I have to say, this is one of the great things about math: you get surprised. Where did our intuition go wrong? What did the 4 have to do with the geometric picture (it was a graph, I should mention). I was immediately seized by a desire to start messing with the initial conditions to try to understand what made it be that number, and not another. And why not infinity? Something was wrong with our intuition, it seems. It’s a powerful thing to refine your intuition, and very satisfying.

The work of translating from one situation to another is also very key to the art of mathematics. Many people assume that all you need to do is solve problems, but before you can solve a problem you usually need to look at it from different perspectives. This algebraic/geometric correspondence is one of the richest in mathematics, in my opinion. It’s these connections between fields where the true insight lies.
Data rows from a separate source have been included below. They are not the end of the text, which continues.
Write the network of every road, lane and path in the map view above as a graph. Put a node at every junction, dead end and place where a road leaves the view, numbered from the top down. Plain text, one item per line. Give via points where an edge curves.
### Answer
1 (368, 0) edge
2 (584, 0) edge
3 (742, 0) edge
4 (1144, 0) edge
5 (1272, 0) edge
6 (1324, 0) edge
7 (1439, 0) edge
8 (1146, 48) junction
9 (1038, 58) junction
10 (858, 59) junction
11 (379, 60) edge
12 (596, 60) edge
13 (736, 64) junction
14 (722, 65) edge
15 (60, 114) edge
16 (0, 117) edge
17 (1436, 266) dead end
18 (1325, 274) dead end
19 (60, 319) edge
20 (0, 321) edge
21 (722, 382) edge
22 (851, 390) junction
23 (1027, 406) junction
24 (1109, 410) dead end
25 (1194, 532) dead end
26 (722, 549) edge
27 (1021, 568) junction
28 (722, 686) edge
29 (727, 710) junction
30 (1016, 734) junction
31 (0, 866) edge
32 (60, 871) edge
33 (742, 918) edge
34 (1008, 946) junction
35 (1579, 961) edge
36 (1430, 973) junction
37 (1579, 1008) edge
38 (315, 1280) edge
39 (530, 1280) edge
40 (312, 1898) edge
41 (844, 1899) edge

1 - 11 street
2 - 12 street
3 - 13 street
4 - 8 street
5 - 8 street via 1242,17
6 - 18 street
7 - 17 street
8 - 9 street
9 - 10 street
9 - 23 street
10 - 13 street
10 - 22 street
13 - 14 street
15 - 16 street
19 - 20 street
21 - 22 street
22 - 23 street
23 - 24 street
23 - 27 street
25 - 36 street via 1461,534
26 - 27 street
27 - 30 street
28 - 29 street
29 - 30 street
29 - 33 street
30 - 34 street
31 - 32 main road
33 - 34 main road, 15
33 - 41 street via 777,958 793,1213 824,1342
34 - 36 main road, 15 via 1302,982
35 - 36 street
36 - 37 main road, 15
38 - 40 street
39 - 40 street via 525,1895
A little example: have you ever noticed that as you go from one square number to another (1, 4, 9, 16, 25, 36, 49, etc.) you’re jumping an odd number each time (1, 3, 5, 7, 9, 13, etc.)? Looking at that arithmetically isn’t too enlightening: what does going from 3X3 from 4X4 have to do with the number 7?

But if you make it geometric, and think about a 3 by 3 array of dots going to a 4 by 4 array of dots, it becomes clear how to add those seven dots (in an L shape around the outside). Think about it a little more, and it becomes clear why it should be seven, and why it should always be odd.

And before you’ve known it, you have a proof of the purely arithmetic fact that the sum of the first n odd numbers is n^2. You can figure out that 1+3+5+7+9+…+91+93+95+97+99 = 2500 other ways (and I encourage it!), but the argument you get from playing with the square arrays sure is sweet.